Ralph Douglas Kiker, Jr. (January 7, 1930 - August 14, 1991) was an American author and newspaper and television reporter whose career spanned three decades.

Kiker was born in Griffin, Georgia. He graduated from Presbyterian College in 1952. He served with the United States Navy during the Korean War, joining its Officer Candidate School before being assigned as a gunnery officer. After his discharge as a Navy Lieutenant, he was the Washington correspondent with The Atlanta Journal from the mid-1950s to 1962. He first gained national attention for his book "The Southerner," published in 1957 and followed by "Strangers on the Shore". He became director of public information with the Peace Corps, serving from 1962 until 1963. He left the government and became the White House correspondent with the New York Herald Tribune from 1963 until the newspaper ceased publication in 1966. In his first week on the job he rode in the press bus in the motorcade of President John F. Kennedy when Kennedy was assassinated in Dallas, Texas. By 1966, NBC News had taken notice of his varied background and hired him as a correspondent. He would remain with that network for the rest of his life.
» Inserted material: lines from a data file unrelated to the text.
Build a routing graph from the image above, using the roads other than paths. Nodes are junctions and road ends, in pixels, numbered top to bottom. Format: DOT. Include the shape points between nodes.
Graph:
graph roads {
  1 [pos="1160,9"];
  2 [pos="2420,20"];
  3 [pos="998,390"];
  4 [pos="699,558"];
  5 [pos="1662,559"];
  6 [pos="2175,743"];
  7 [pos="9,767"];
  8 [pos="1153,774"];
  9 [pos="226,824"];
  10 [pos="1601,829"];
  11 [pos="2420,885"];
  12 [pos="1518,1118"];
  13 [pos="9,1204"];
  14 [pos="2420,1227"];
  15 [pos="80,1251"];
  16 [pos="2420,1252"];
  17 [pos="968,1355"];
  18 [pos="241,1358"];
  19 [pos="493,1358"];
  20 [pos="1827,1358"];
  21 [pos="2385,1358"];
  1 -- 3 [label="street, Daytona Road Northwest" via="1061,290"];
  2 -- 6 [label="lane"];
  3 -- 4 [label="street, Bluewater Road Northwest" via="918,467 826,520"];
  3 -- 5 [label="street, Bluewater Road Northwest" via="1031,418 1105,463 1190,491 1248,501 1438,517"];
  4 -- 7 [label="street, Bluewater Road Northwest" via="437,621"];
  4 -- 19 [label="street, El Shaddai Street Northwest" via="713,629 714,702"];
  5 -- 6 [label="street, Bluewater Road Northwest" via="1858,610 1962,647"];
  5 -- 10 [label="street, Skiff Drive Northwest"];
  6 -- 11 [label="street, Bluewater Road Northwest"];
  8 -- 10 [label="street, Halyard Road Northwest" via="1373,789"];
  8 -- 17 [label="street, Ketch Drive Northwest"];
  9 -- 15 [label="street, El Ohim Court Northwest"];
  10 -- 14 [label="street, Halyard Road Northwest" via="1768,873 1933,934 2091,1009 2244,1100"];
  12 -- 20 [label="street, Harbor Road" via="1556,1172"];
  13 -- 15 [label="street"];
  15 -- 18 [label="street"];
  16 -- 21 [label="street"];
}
Kiker became distinguished for his numerous assignments over the years for NBC. Perhaps his best-known work was covering military conflicts in Southeast Asia (namely Vietnam) and the Mideast (particularly the Iranian Revolution); during much of that time, he served as NBC's Rome bureau chief, with a territory encompassing most of Europe and western Asia. He received the Peabody Award in 1970 for his coverage of the Black September in Jordan conflict.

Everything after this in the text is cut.